Throughout the coronavirus pandemic, Teladoc’s services have received continuous strong support, which encouraged analysts. Teladoc’s provider network provided more than 2.8 million virtual visits in the third quarter, more than three times the number of visits in the same period last year.
The reason for the surge in the number of visitors is that new patients have received treatment opportunities, and the utilization rate has more than doubled year-on-year. Although more healthcare providers provided face-to-face services in the third quarter, Teladoc reported an annualized utilization rate 0.5% higher than in the second quarter.

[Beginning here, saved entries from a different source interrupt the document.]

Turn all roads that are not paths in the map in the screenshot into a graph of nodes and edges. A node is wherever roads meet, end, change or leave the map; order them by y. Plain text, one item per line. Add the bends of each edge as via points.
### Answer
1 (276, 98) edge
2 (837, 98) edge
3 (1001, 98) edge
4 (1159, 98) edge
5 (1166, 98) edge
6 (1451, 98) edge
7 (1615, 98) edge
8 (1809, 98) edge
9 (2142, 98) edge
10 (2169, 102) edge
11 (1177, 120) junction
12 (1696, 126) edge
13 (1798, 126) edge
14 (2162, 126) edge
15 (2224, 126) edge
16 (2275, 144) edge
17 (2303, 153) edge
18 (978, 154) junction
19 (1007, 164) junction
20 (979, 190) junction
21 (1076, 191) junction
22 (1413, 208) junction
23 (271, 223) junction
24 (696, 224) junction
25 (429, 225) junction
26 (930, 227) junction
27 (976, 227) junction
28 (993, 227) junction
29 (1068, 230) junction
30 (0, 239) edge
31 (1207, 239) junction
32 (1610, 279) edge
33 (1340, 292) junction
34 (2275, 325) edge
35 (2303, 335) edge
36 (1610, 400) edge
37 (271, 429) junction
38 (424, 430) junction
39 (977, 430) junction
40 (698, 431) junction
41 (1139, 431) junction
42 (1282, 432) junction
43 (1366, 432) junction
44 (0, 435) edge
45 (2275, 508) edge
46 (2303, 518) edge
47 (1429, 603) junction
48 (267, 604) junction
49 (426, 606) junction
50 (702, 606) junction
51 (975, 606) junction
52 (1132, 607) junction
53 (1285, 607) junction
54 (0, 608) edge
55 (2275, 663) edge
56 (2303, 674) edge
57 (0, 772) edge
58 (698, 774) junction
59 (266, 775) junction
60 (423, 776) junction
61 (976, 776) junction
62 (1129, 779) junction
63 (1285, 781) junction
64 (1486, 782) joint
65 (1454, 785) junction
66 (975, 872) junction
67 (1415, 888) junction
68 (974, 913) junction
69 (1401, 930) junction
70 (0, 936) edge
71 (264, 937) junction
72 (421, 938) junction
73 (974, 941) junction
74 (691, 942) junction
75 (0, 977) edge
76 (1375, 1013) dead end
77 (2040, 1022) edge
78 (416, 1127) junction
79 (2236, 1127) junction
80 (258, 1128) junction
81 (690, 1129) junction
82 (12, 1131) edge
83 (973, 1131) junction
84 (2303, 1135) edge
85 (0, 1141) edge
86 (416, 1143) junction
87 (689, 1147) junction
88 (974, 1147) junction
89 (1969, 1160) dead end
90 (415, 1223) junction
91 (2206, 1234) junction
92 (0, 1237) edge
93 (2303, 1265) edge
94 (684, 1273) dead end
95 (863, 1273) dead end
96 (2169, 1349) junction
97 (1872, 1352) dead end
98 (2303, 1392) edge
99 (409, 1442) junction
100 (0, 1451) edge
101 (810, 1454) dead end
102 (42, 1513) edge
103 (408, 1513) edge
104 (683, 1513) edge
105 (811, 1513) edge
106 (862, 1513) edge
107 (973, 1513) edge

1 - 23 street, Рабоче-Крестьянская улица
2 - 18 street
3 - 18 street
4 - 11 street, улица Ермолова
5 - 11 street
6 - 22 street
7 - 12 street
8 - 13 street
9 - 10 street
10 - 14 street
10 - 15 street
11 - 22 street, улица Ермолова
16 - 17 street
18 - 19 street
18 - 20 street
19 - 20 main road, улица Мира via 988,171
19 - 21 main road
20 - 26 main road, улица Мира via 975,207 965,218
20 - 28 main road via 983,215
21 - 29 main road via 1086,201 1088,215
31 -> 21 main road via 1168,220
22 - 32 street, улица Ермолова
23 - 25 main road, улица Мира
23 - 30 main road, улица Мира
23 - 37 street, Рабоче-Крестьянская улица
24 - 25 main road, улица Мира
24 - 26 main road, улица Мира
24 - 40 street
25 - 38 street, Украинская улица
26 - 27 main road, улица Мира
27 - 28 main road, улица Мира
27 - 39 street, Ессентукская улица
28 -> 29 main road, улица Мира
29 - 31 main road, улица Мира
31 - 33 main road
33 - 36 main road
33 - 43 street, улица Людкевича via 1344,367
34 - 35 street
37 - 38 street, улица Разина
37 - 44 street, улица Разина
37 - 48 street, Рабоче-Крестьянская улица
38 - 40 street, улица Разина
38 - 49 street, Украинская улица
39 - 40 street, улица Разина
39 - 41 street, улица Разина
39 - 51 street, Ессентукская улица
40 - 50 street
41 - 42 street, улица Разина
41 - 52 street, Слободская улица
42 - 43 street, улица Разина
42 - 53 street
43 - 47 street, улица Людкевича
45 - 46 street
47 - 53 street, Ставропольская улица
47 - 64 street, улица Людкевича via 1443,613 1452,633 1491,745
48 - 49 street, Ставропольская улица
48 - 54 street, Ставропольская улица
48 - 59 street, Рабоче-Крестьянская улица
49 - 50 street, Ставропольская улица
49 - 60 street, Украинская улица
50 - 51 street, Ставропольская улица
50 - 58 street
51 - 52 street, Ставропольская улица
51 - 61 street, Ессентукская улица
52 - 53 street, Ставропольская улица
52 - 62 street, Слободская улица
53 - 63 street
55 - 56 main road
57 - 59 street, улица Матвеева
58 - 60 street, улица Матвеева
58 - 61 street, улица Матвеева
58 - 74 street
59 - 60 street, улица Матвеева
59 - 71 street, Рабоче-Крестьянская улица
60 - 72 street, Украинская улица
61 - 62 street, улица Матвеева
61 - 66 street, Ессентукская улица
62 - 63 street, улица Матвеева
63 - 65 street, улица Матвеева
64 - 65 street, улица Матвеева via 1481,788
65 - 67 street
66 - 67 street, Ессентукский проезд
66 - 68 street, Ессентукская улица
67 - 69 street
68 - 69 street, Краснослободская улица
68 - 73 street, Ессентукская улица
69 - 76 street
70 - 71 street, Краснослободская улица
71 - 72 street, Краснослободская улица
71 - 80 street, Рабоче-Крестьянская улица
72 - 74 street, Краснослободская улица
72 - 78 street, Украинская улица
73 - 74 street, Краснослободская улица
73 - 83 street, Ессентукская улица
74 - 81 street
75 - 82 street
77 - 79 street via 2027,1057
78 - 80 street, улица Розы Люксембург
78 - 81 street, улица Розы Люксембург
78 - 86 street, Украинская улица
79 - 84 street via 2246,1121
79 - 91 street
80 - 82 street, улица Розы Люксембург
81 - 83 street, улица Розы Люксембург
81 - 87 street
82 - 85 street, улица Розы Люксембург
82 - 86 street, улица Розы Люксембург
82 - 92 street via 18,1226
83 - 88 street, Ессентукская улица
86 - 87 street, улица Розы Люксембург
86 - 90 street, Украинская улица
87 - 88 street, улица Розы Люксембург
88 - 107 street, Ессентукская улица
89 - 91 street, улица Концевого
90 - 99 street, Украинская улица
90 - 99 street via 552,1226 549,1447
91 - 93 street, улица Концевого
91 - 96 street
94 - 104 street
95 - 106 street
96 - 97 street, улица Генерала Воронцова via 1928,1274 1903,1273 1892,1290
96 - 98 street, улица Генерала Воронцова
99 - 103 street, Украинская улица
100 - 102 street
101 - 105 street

Although some investors are upset about the company’s decision to merge with Livongo earlier this year, the combined business is already helping Teladoc win new customers. The cross-selling of new customers that occurred before the company officially completed the acquisition of Livongo at the end of October made Teladoc expect that bookings in the fourth quarter will be at least twice that of the third quarter.
Livongo helps people manage chronic health conditions with devices that track health signals and provide advice in real time. When Teladoc made the merger offer, Livongo’s flagship diabetes service had approximately 410,000 members, which was only a small portion of the 34.2 million Americans with diabetes.